◆ Dataset records:
======

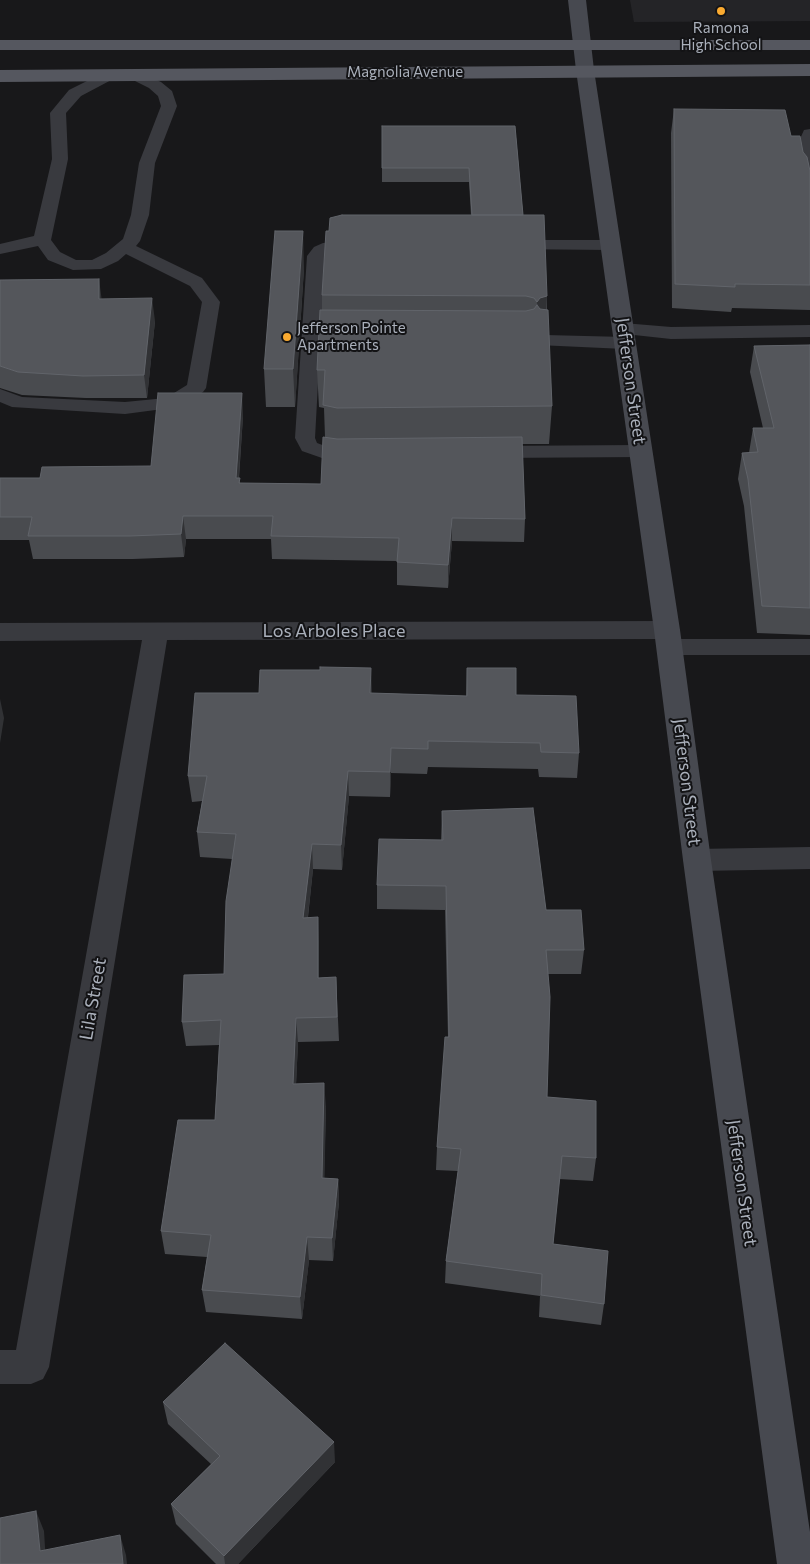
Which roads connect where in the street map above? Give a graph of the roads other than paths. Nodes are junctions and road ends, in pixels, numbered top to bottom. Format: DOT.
graph roads {
  1 [pos="577,0"];
  2 [pos="0,45"];
  3 [pos="583,45"];
  4 [pos="810,45"];
  5 [pos="585,70"];
  6 [pos="810,70"];
  7 [pos="133,74"];
  8 [pos="109,75"];
  9 [pos="0,76"];
  10 [pos="810,134"];
  11 [pos="810,176"];
  12 [pos="42,240"];
  13 [pos="372,245"];
  14 [pos="497,245"];
  15 [pos="611,245"];
  16 [pos="125,247"];
  17 [pos="0,249"];
  18 [pos="810,331"];
  19 [pos="624,336"];
  20 [pos="311,340"];
  21 [pos="369,340"];
  22 [pos="545,341"];
  23 [pos="0,395"];
  24 [pos="641,451"];
  25 [pos="472,452"];
  26 [pos="377,453"];
  27 [pos="0,632"];
  28 [pos="156,632"];
  29 [pos="668,639"];
  30 [pos="810,647"];
  31 [pos="810,858"];
  32 [pos="697,860"];
  33 [pos="15,1367"];
  34 [pos="796,1564"];
  1 -- 3 [label="street, Jefferson Street"];
  2 -- 3 [label="main road, Magnolia Avenue"];
  3 -- 4 [label="main road, Magnolia Avenue"];
  3 -- 5 [label="street, Jefferson Street"];
  5 -- 6 [label="main road, Magnolia Avenue"];
  5 -- 7 [label="main road, Magnolia Avenue"];
  5 -- 15 [label="street, Jefferson Street"];
  7 -- 8 [label="main road, Magnolia Avenue"];
  7 -- 16 [label="lane"];
  8 -- 9 [label="main road, Magnolia Avenue"];
  8 -- 12 [label="lane"];
  10 -- 11 [label="lane"];
  12 -- 16 [label="lane"];
  12 -- 17 [label="lane"];
  13 -- 20 [label="lane"];
  14 -- 15 [label="lane"];
  15 -- 19 [label="street, Jefferson Street"];
  16 -- 23 [label="lane"];
  18 -- 19 [label="lane"];
  19 -- 22 [label="lane"];
  19 -- 24 [label="street, Jefferson Street"];
  20 -- 21 [label="lane"];
  20 -- 26 [label="lane"];
  24 -- 25 [label="lane"];
  24 -- 29 [label="street, Jefferson Street"];
  27 -- 28 [label="street, Los Arboles Place"];
  28 -- 29 [label="street, Los Arboles Place"];
  28 -- 33 [label="street, Lila Street"];
  29 -- 30 [label="lane"];
  29 -- 32 [label="street, Jefferson Street"];
  31 -- 32 [label="street"];
  32 -- 34 [label="street, Jefferson Street"];
}
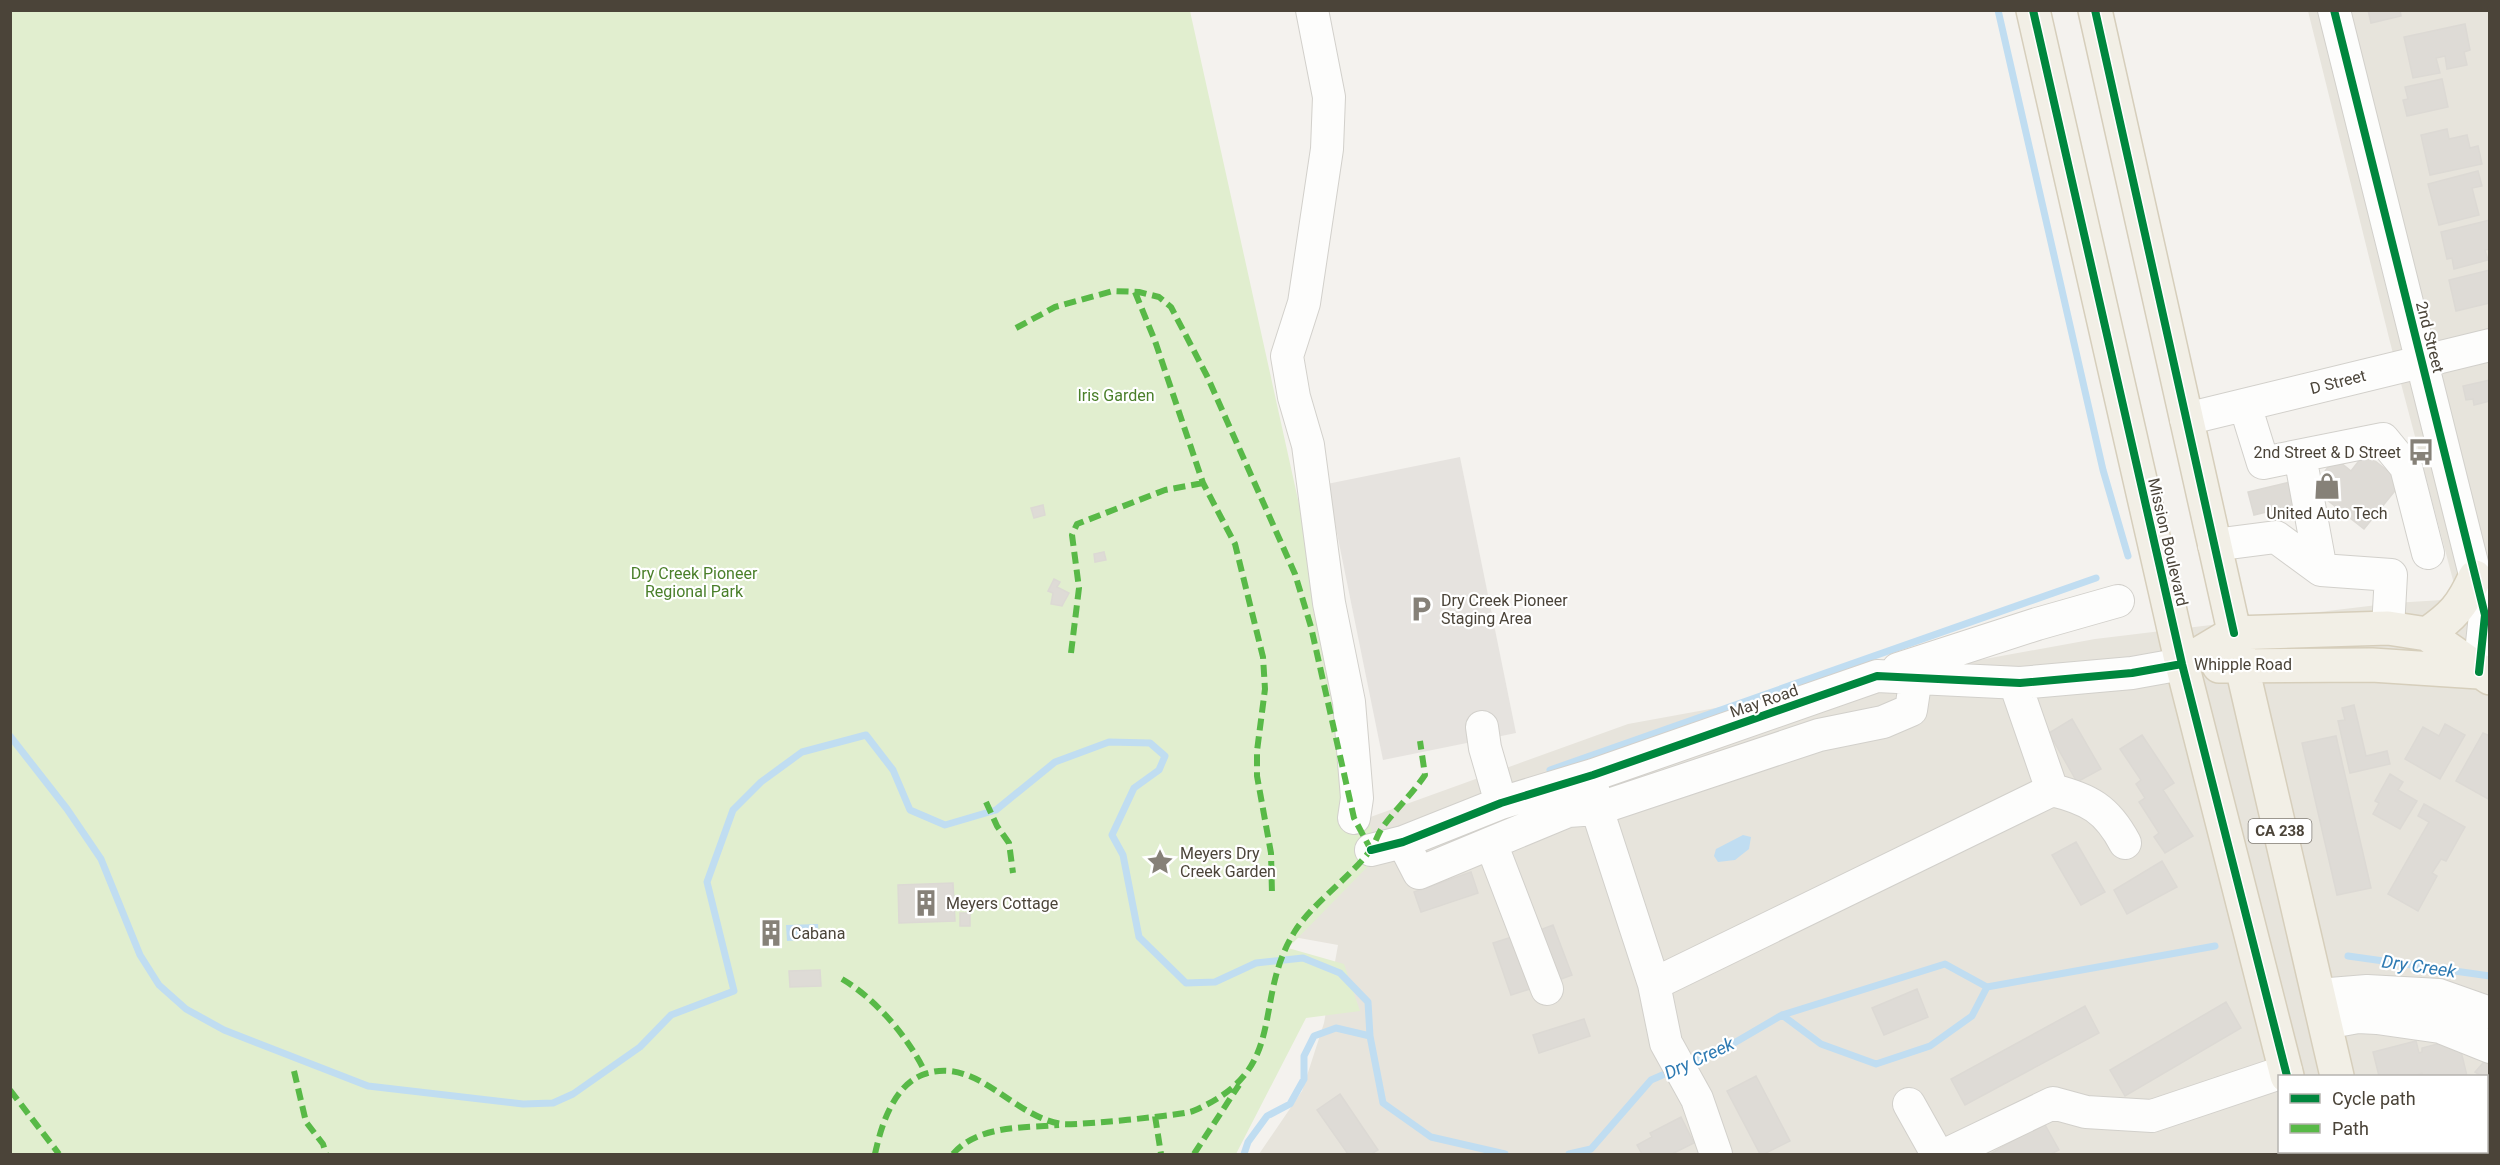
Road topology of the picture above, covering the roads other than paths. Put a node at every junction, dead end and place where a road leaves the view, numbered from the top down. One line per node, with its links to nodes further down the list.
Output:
1 (1312, 10): 30 (street)
2 (2033, 10): 19 (main road, Mission Boulevard / CA 238)
3 (2095, 10): 8 (main road, CA 238)
4 (2334, 10): 6 (street, 2nd Street)
5 (2490, 345): 6 (street, D Street)
6 (2422, 362): 7 (street, D Street); 12 (street, 2nd Street)
7 (2245, 405): 8 (street, D Street); 9 (street)
8 (2187, 419): 10 (main road, CA 238)
9 (2300, 456): 11 (street); 13 (street)
10 (2214, 544): 13 (street); 17 (main road, CA 238)
11 (2428, 553): 12 (street); 14 (street)
12 (2472, 562): 18 (main road); 21 (street, 2nd Street)
13 (2321, 570): 14 (street)
14 (2391, 575): 16 (street)
15 (2118, 601): 22 (street)
16 (2388, 628): 17 (main road, Whipple Road); 18 (main road, Whipple Road)
17 (2234, 633): 19 (main road, Whipple Road); 20 (main road, CA 238)
18 (2427, 634): 21 (main road, Whipple Road)
19 (2182, 664): 20 (main road, Whipple Road); 24 (street, May Road); 40 (main road, Mission Boulevard / CA 238)
20 (2242, 667): 21 (main road, Whipple Road); 37 (main road, CA 238)
21 (2484, 675)
22 (1877, 676): 23 (street, May Road); 26 (street, May Road)
23 (1916, 677): 24 (street, May Road); 29 (street)
24 (2015, 683): 27 (street)
25 (1482, 727): 28 (street)
26 (1588, 777): 28 (street, May Road); 29 (street)
27 (2052, 790): 33 (street); 35 (street)
28 (1501, 803): 31 (street, May Road)
29 (1597, 810): 32 (street); 35 (street)
30 (1354, 818)
31 (1403, 842): 32 (street); 34 (street, May Road)
32 (1491, 843): 36 (street)
33 (2125, 843)
34 (1371, 850)
35 (1654, 984): 44 (street)
36 (1547, 989)
37 (2321, 1009): 38 (street); 39 (street); 41 (main road, CA 238)
38 (2490, 1013)
39 (2490, 1047)
40 (2287, 1074)
41 (2337, 1075)
42 (2278, 1077): 46 (street)
43 (1910, 1104): 45 (street)
44 (1716, 1155)
45 (1937, 1155)
46 (1947, 1155)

======

◆ WHAT THE TASK REQUIRES:
A faithful, complete copy of the entries is required, without the pictures.

◆ TASK SOLUTION:
Which roads connect where in the street map above? Give a graph of the roads other than paths. Nodes are junctions and road ends, in pixels, numbered top to bottom. Format: DOT.
graph roads {
  1 [pos="577,0"];
  2 [pos="0,45"];
  3 [pos="583,45"];
  4 [pos="810,45"];
  5 [pos="585,70"];
  6 [pos="810,70"];
  7 [pos="133,74"];
  8 [pos="109,75"];
  9 [pos="0,76"];
  10 [pos="810,134"];
  11 [pos="810,176"];
  12 [pos="42,240"];
  13 [pos="372,245"];
  14 [pos="497,245"];
  15 [pos="611,245"];
  16 [pos="125,247"];
  17 [pos="0,249"];
  18 [pos="810,331"];
  19 [pos="624,336"];
  20 [pos="311,340"];
  21 [pos="369,340"];
  22 [pos="545,341"];
  23 [pos="0,395"];
  24 [pos="641,451"];
  25 [pos="472,452"];
  26 [pos="377,453"];
  27 [pos="0,632"];
  28 [pos="156,632"];
  29 [pos="668,639"];
  30 [pos="810,647"];
  31 [pos="810,858"];
  32 [pos="697,860"];
  33 [pos="15,1367"];
  34 [pos="796,1564"];
  1 -- 3 [label="street, Jefferson Street"];
  2 -- 3 [label="main road, Magnolia Avenue"];
  3 -- 4 [label="main road, Magnolia Avenue"];
  3 -- 5 [label="street, Jefferson Street"];
  5 -- 6 [label="main road, Magnolia Avenue"];
  5 -- 7 [label="main road, Magnolia Avenue"];
  5 -- 15 [label="street, Jefferson Street"];
  7 -- 8 [label="main road, Magnolia Avenue"];
  7 -- 16 [label="lane"];
  8 -- 9 [label="main road, Magnolia Avenue"];
  8 -- 12 [label="lane"];
  10 -- 11 [label="lane"];
  12 -- 16 [label="lane"];
  12 -- 17 [label="lane"];
  13 -- 20 [label="lane"];
  14 -- 15 [label="lane"];
  15 -- 19 [label="street, Jefferson Street"];
  16 -- 23 [label="lane"];
  18 -- 19 [label="lane"];
  19 -- 22 [label="lane"];
  19 -- 24 [label="street, Jefferson Street"];
  20 -- 21 [label="lane"];
  20 -- 26 [label="lane"];
  24 -- 25 [label="lane"];
  24 -- 29 [label="street, Jefferson Street"];
  27 -- 28 [label="street, Los Arboles Place"];
  28 -- 29 [label="street, Los Arboles Place"];
  28 -- 33 [label="street, Lila Street"];
  29 -- 30 [label="lane"];
  29 -- 32 [label="street, Jefferson Street"];
  31 -- 32 [label="street"];
  32 -- 34 [label="street, Jefferson Street"];
}
Road topology of the picture above, covering the roads other than paths. Put a node at every junction, dead end and place where a road leaves the view, numbered from the top down. One line per node, with its links to nodes further down the list.
Output:
1 (1312, 10): 30 (street)
2 (2033, 10): 19 (main road, Mission Boulevard / CA 238)
3 (2095, 10): 8 (main road, CA 238)
4 (2334, 10): 6 (street, 2nd Street)
5 (2490, 345): 6 (street, D Street)
6 (2422, 362): 7 (street, D Street); 12 (street, 2nd Street)
7 (2245, 405): 8 (street, D Street); 9 (street)
8 (2187, 419): 10 (main road, CA 238)
9 (2300, 456): 11 (street); 13 (street)
10 (2214, 544): 13 (street); 17 (main road, CA 238)
11 (2428, 553): 12 (street); 14 (street)
12 (2472, 562): 18 (main road); 21 (street, 2nd Street)
13 (2321, 570): 14 (street)
14 (2391, 575): 16 (street)
15 (2118, 601): 22 (street)
16 (2388, 628): 17 (main road, Whipple Road); 18 (main road, Whipple Road)
17 (2234, 633): 19 (main road, Whipple Road); 20 (main road, CA 238)
18 (2427, 634): 21 (main road, Whipple Road)
19 (2182, 664): 20 (main road, Whipple Road); 24 (street, May Road); 40 (main road, Mission Boulevard / CA 238)
20 (2242, 667): 21 (main road, Whipple Road); 37 (main road, CA 238)
21 (2484, 675)
22 (1877, 676): 23 (street, May Road); 26 (street, May Road)
23 (1916, 677): 24 (street, May Road); 29 (street)
24 (2015, 683): 27 (street)
25 (1482, 727): 28 (street)
26 (1588, 777): 28 (street, May Road); 29 (street)
27 (2052, 790): 33 (street); 35 (street)
28 (1501, 803): 31 (street, May Road)
29 (1597, 810): 32 (street); 35 (street)
30 (1354, 818)
31 (1403, 842): 32 (street); 34 (street, May Road)
32 (1491, 843): 36 (street)
33 (2125, 843)
34 (1371, 850)
35 (1654, 984): 44 (street)
36 (1547, 989)
37 (2321, 1009): 38 (street); 39 (street); 41 (main road, CA 238)
38 (2490, 1013)
39 (2490, 1047)
40 (2287, 1074)
41 (2337, 1075)
42 (2278, 1077): 46 (street)
43 (1910, 1104): 45 (street)
44 (1716, 1155)
45 (1937, 1155)
46 (1947, 1155)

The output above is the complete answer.